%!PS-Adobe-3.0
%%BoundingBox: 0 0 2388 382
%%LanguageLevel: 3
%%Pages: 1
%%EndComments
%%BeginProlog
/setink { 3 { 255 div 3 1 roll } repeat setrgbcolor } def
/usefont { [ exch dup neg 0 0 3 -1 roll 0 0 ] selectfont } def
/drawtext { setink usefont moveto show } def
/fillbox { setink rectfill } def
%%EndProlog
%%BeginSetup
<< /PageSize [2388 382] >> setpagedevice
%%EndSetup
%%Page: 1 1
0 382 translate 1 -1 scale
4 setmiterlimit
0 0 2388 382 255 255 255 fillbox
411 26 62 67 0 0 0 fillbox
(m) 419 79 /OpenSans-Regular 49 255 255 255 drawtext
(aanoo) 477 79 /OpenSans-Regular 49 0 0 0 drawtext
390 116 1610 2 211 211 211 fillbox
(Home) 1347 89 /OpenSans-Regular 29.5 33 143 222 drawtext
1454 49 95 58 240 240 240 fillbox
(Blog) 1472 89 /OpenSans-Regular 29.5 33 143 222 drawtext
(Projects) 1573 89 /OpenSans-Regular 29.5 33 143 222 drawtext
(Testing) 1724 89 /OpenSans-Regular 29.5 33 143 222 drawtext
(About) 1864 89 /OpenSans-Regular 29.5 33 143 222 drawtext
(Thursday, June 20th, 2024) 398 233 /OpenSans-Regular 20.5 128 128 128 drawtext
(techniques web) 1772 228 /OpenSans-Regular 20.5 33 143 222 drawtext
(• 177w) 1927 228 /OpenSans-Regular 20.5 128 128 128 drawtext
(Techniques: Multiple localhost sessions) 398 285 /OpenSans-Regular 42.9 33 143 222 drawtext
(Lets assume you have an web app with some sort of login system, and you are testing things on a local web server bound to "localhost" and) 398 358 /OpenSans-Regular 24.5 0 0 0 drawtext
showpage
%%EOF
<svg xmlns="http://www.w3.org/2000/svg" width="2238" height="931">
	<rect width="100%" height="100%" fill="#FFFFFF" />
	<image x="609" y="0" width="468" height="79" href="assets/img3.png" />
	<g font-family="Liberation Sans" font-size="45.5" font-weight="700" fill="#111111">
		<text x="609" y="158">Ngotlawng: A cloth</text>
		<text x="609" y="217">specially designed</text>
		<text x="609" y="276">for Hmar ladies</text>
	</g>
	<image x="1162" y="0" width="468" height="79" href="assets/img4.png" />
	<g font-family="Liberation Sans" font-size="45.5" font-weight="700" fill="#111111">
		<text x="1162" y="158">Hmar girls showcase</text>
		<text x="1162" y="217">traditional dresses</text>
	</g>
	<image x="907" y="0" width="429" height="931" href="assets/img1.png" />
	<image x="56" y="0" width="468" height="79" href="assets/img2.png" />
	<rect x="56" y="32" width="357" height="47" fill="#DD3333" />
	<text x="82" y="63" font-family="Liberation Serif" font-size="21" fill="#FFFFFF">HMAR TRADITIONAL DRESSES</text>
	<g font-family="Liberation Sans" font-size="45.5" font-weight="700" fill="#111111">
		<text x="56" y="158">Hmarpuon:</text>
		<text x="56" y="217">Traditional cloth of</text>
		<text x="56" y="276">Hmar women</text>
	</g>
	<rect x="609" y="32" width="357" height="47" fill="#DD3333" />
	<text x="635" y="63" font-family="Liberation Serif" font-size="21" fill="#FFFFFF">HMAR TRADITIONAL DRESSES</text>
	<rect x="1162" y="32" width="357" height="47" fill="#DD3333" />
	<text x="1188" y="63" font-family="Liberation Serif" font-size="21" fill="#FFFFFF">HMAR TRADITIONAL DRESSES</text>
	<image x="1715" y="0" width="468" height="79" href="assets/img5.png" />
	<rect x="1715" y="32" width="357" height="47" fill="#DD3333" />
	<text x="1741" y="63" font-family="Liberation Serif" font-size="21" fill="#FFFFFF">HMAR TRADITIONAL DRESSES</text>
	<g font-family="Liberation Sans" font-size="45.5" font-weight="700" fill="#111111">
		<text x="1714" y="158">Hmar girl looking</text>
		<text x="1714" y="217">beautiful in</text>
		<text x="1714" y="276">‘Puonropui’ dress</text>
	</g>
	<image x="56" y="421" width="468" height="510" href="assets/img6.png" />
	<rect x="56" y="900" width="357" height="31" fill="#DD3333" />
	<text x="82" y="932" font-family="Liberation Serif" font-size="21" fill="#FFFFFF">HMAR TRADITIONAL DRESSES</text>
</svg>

--------------------------------------------------

HOW TO COMPLETE THIS TASK:
Which lines in the records contain the word "setink"? Copy each one.

RESPONSE:
/setink { 3 { 255 div 3 1 roll } repeat setrgbcolor } def
/drawtext { setink usefont moveto show } def
/fillbox { setink rectfill } def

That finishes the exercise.